La lavoratrice in maternità va certamente tutela dai provvedimenti di licenziamento ma indipendentemente dalle motivazioni in essi contenute, salvo la possibilità di casi specifici idonei a derogare il divieto. Il datore potrebbe non esplicitare la volontà di concludere il rapporto a causa della condizione della lavoratrice. Anzi, credo vada tenuta in considerazione la possibilità di condotte elusive finalizzate all’occultamento delle cause reali in cui può certamente rientrare l’inclusione della lavoratrice in una procedura di licenziamento collettivo.
Ritengo questa evenienza ben più probabile dopo la sentenza in esame, ciò interesserà soprattutto quegli ordinamenti giuridici, come nel caso spagnolo, che non hanno previsto un elenco tassativo di ipotesi di inoperatività del divieto.
In secundis, la dannosità potenziale del licenziamento dipende dall’incertezza economica-sociale sopraggiunta in un momento di maggiori responsabilità e di minori energie. Affermare che la lesività del licenziamento si verifichi nei soli casi in cui sia connessa alla maternità è un mero artificio.
Se piuttosto fosse stata predetta una pericolosità indipendente dalle ragioni giustificative del provvedimento non si sarebbe potuta proporre un’interpretazione del combinato disposto fra le direttive 92/85 e 98/59, come avvenuto in C- 103/16, che consentisse il licenziamento della lavoratrice tutelata all’interno di una procedura di licenziamento collettivo.
Si sarebbe dovuto tenere presente che pur essendoci delle cause oggettive alla base della procedura di licenziamento collettivo non è affatto escluso che l’inserimento della lavoratrice in maternità sia avvenuto per ragioni differenti. Sarebbe opportuno per questo distinguere le motivazioni oggettive che giustificano l’avvio di una procedura di licenziamento collettivo dalle ragioni che hanno comportato il coinvolgimento dei singoli lavoratori in tale procedura.

3. La causa C-103/16 Porras Guisado c. Bankia: scontro fra prospettive.

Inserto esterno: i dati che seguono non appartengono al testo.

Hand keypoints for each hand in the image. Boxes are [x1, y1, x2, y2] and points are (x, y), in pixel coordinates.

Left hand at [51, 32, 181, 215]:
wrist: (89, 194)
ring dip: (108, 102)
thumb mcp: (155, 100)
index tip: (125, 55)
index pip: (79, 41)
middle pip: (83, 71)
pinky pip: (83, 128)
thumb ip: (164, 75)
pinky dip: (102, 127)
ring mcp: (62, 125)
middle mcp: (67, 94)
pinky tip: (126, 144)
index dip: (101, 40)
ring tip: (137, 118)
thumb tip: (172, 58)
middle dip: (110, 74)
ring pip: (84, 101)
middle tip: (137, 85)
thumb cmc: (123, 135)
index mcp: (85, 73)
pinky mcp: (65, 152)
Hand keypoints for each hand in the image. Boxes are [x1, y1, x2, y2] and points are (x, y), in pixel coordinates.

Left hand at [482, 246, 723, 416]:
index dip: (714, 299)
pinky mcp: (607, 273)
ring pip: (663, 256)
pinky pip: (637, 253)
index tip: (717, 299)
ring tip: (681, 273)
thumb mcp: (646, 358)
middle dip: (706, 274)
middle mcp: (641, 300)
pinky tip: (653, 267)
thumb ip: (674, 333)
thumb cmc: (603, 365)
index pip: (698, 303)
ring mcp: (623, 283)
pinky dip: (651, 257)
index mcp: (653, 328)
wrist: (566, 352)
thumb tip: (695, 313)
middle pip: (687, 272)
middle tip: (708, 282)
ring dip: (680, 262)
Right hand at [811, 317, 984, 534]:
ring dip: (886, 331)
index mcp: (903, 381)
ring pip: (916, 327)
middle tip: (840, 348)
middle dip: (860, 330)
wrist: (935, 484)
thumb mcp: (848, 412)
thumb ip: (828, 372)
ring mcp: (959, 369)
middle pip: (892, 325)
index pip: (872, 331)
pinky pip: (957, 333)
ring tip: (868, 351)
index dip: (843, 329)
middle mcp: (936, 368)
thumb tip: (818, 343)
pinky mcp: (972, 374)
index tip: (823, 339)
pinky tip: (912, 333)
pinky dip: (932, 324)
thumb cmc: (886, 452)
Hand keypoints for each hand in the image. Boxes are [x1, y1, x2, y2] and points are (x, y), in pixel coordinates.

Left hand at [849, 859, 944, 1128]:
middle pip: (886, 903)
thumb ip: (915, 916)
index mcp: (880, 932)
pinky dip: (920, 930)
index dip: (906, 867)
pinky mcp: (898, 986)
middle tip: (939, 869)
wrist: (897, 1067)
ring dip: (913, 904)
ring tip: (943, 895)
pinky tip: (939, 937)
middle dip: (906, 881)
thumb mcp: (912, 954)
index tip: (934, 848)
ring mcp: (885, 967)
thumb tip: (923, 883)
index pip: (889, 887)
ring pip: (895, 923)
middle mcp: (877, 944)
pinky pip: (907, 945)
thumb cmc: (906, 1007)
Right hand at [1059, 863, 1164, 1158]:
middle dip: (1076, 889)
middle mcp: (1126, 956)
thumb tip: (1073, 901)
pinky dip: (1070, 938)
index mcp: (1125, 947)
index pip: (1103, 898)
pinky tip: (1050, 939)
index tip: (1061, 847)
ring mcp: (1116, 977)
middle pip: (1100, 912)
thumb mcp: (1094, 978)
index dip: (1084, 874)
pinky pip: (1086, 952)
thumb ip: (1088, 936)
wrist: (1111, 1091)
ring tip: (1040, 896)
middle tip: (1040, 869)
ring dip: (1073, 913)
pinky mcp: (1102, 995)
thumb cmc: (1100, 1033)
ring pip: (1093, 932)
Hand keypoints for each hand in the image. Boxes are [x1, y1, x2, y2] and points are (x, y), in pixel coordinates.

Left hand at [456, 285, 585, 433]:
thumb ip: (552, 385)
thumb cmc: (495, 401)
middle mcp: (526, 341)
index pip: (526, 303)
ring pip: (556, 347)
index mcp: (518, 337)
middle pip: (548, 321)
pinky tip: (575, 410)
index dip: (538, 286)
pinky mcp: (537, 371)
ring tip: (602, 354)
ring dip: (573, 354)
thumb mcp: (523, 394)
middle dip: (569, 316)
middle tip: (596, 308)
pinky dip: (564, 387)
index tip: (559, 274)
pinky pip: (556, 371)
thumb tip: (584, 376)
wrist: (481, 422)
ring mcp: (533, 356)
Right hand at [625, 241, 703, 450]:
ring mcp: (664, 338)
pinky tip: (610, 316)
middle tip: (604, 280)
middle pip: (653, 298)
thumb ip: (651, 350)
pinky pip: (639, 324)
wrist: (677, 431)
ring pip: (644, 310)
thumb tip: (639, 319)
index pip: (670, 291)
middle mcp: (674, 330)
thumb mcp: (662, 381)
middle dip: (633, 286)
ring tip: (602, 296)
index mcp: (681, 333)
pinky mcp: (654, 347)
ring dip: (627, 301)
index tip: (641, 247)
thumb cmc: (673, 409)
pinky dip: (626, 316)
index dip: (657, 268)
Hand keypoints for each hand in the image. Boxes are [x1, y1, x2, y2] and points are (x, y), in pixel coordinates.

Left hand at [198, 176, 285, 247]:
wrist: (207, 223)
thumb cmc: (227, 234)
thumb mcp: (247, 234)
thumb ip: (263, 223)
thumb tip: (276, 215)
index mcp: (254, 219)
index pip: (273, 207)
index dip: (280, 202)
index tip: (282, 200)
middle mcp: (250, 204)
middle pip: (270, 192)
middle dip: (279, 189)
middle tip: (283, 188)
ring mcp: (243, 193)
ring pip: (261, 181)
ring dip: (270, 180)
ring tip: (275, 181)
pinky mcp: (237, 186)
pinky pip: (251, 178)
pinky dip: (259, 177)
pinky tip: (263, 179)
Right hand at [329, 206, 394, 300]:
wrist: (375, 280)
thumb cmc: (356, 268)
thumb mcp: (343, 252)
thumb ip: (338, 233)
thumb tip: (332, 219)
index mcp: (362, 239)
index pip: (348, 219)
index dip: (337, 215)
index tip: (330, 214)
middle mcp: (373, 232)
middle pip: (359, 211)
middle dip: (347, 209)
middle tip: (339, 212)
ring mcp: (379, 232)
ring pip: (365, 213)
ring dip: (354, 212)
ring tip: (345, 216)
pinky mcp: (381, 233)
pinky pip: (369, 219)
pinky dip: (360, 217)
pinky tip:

L’Avvocato Generale e la Corte di Giustizia hanno adottato prospettive antistanti circa l’interpretazione del combinato disposto fra le direttive in esame giungendo a conclusioni difformi sulla maggior parte (3/5) dei quesiti pregiudiziali. Hanno però concordato in merito alla terza questione che la conformità della trasposizione ai contenuti dell’Art. 10, punto 1 e 3, richiede la previsione di una tutela duplice, preventiva e riparativa, e riguardo alla quarta domanda pregiudiziale hanno condiviso l’inesistenza di un diritto di permanenza prioritaria. È interessante, non di meno, l’iter argomentativo con cui hanno respinto il carattere “ipotetico” della questione, sostenuto da Bankia, in merito all’adempimento del dovere di informazione da parte della lavoratrice rispetto al quale l’Art. 2 della direttiva 92/85 parrebbe subordinare le tutele in essa contenute.
La comparazione dei sentieri argomentativi dimostra non solo la numerosità di letture e soluzioni cui si presta il caso ma, altresì, l’esistenza di un substrato comune nelle pur divergenti posizioni stante nell’eminenza degli effetti protettivi dinnanzi all’eventuale presenza di vizi di natura procedurale e/o formale.

 

3.1. Il “dovere di informazione”: vizi formali e/o procedurali pregiudicano la vocazione protettiva della direttiva?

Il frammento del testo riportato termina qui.